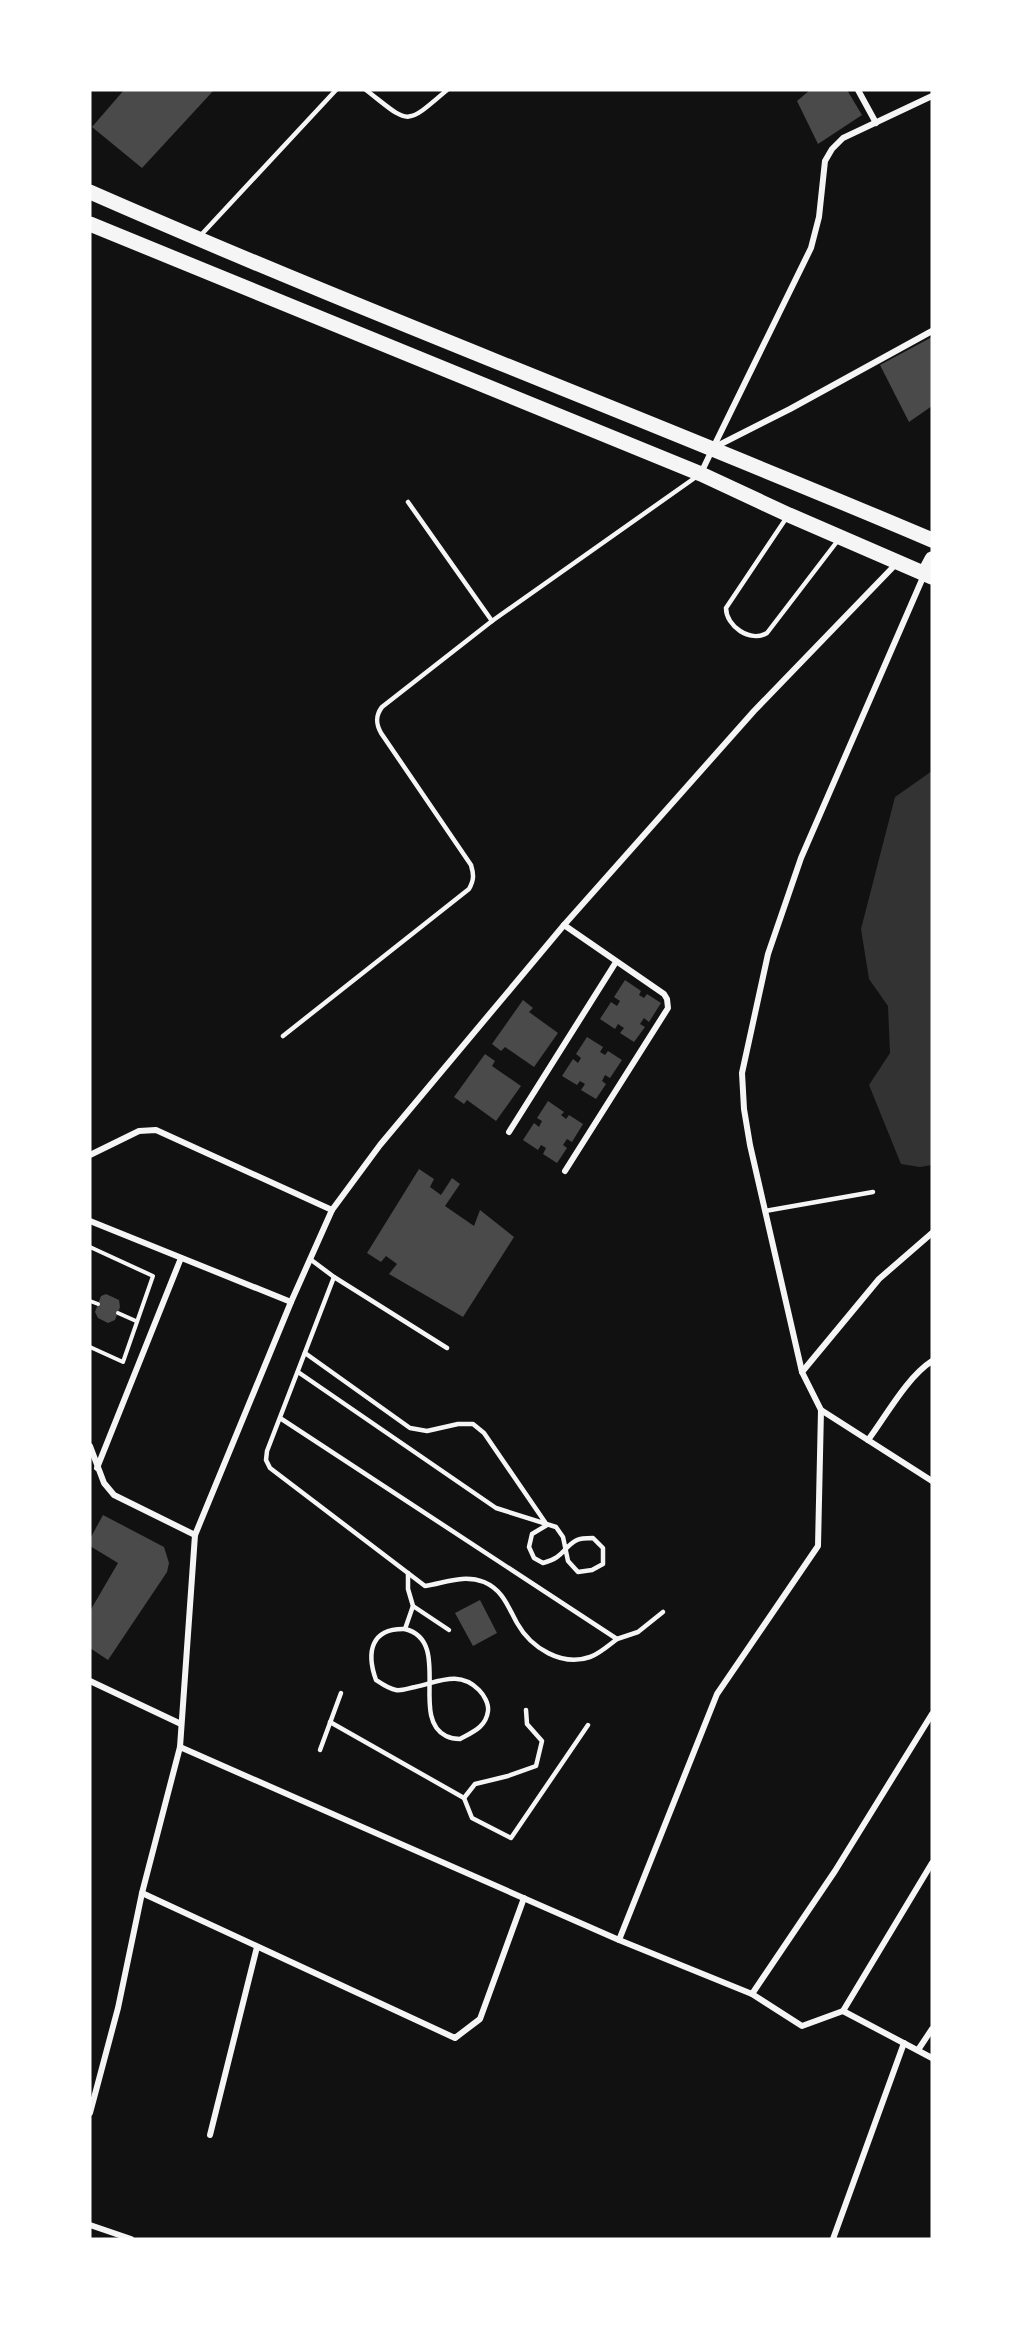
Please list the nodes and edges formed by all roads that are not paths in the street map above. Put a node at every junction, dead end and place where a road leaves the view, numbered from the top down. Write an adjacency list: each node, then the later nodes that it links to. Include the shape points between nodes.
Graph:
1 (336, 90): 9 (lane)
2 (366, 90): 3 (lane, via 401,117 411,118)
3 (447, 90)
4 (858, 90): 6 (street)
5 (932, 96): 6 (street)
6 (876, 123): 12 (street, via 843,138 825,161 811,248)
7 (90, 192): 9 (main road)
8 (90, 224): 10 (main road)
9 (198, 239): 10 (main road); 12 (main road)
10 (186, 264): 13 (main road)
11 (932, 331): 12 (street)
12 (713, 448): 13 (street); 17 (main road)
13 (701, 474): 15 (main road); 21 (lane)
14 (408, 502): 21 (lane)
15 (789, 515): 16 (main road); 16 (lane, via 726,608 729,621 741,632 753,637 767,633)
16 (841, 537): 19 (main road)
17 (932, 540)
18 (932, 559): 20 (main road)
19 (897, 562): 20 (main road); 22 (street, via 754,711)
20 (928, 576): 30 (street, via 801,858 768,954 742,1073 744,1109)
21 (492, 621): 24 (lane, via 382,708 377,720 381,734 471,865 473,882)
22 (564, 925): 23 (street); 29 (street, via 380,1145)
23 (616, 962): 25 (street); 27 (street, via 664,994 668,1008)
24 (283, 1036)
25 (509, 1132)
26 (90, 1155): 29 (street, via 139,1131 156,1130)
27 (565, 1171)
28 (873, 1192): 30 (lane)
29 (332, 1210): 34 (street)
30 (765, 1211): 41 (street)
31 (90, 1221): 33 (street)
32 (932, 1233): 41 (street, via 879,1279)
33 (181, 1258): 36 (street); 46 (street)
34 (310, 1259): 35 (lane); 36 (street)
35 (334, 1277): 37 (lane); 38 (lane)
36 (291, 1302): 49 (street)
37 (447, 1348)
38 (305, 1353): 40 (lane); 48 (lane, via 410,1428 427,1431 473,1424 484,1433)
39 (932, 1361): 44 (street, via 912,1380)
40 (298, 1372): 43 (lane); 48 (lane, via 496,1508)
41 (802, 1372): 42 (street)
42 (821, 1410): 44 (street); 71 (street, via 818,1546 717,1694)
43 (280, 1418): 51 (lane, via 267,1451 270,1468); 56 (lane)
44 (868, 1440): 47 (street)
45 (90, 1446): 46 (street)
46 (97, 1468): 49 (street, via 114,1496)
47 (932, 1481)
48 (547, 1525): 50 (lane, via 556,1527); 50 (lane, via 532,1534 529,1547 534,1558 543,1563 555,1560)
49 (195, 1535): 63 (street)
50 (567, 1550): 50 (lane, via 568,1561 578,1572 603,1564 603,1548 593,1538 577,1540)
51 (408, 1573): 52 (lane); 56 (lane, via 425,1586 458,1578 484,1582 505,1597 518,1625 534,1646 562,1660 590,1657)
52 (413, 1606): 54 (lane); 55 (lane)
53 (663, 1612): 56 (lane, via 638,1632)
54 (405, 1629): 58 (lane, via 423,1640 428,1654); 58 (lane, via 384,1632 376,1640 370,1663 376,1680 398,1691)
55 (449, 1630)
56 (617, 1639)
57 (90, 1681): 63 (street)
58 (429, 1684): 58 (lane, via 457,1677 471,1682 483,1693 488,1708 485,1722 460,1739 446,1736 431,1716)
59 (341, 1693): 62 (lane)
60 (526, 1710): 67 (lane, via 527,1724 542,1741 536,1766 475,1784)
61 (932, 1714): 73 (street, via 835,1871)
62 (330, 1722): 66 (lane); 67 (lane)
63 (181, 1724): 65 (street)
64 (588, 1725): 67 (lane, via 512,1838 472,1818)
65 (180, 1747): 69 (street); 70 (street)
66 (321, 1750)
67 (464, 1798)
68 (932, 1863): 74 (street)
69 (142, 1893): 72 (street); 79 (street, via 118,2008)
70 (524, 1898): 71 (street); 72 (street, via 480,2019 455,2038)
71 (619, 1940): 73 (street)
72 (257, 1947): 80 (street)
73 (752, 1994): 74 (street, via 802,2026)
74 (843, 2011): 76 (street)
75 (932, 2029): 77 (street)
76 (904, 2043): 77 (street); 83 (street)
77 (918, 2050): 78 (street)
78 (932, 2058)
79 (90, 2113)
80 (210, 2135)
81 (90, 2225): 82 (street)
82 (131, 2239)
83 (833, 2239)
■ ■ ■
● Exercise requirements
Each line containing the word "main" needs to be copied from the data above.

● Response to this exercise
7 (90, 192): 9 (main road)
8 (90, 224): 10 (main road)
9 (198, 239): 10 (main road); 12 (main road)
10 (186, 264): 13 (main road)
12 (713, 448): 13 (street); 17 (main road)
13 (701, 474): 15 (main road); 21 (lane)
15 (789, 515): 16 (main road); 16 (lane, via 726,608 729,621 741,632 753,637 767,633)
16 (841, 537): 19 (main road)
18 (932, 559): 20 (main road)
19 (897, 562): 20 (main road); 22 (street, via 754,711)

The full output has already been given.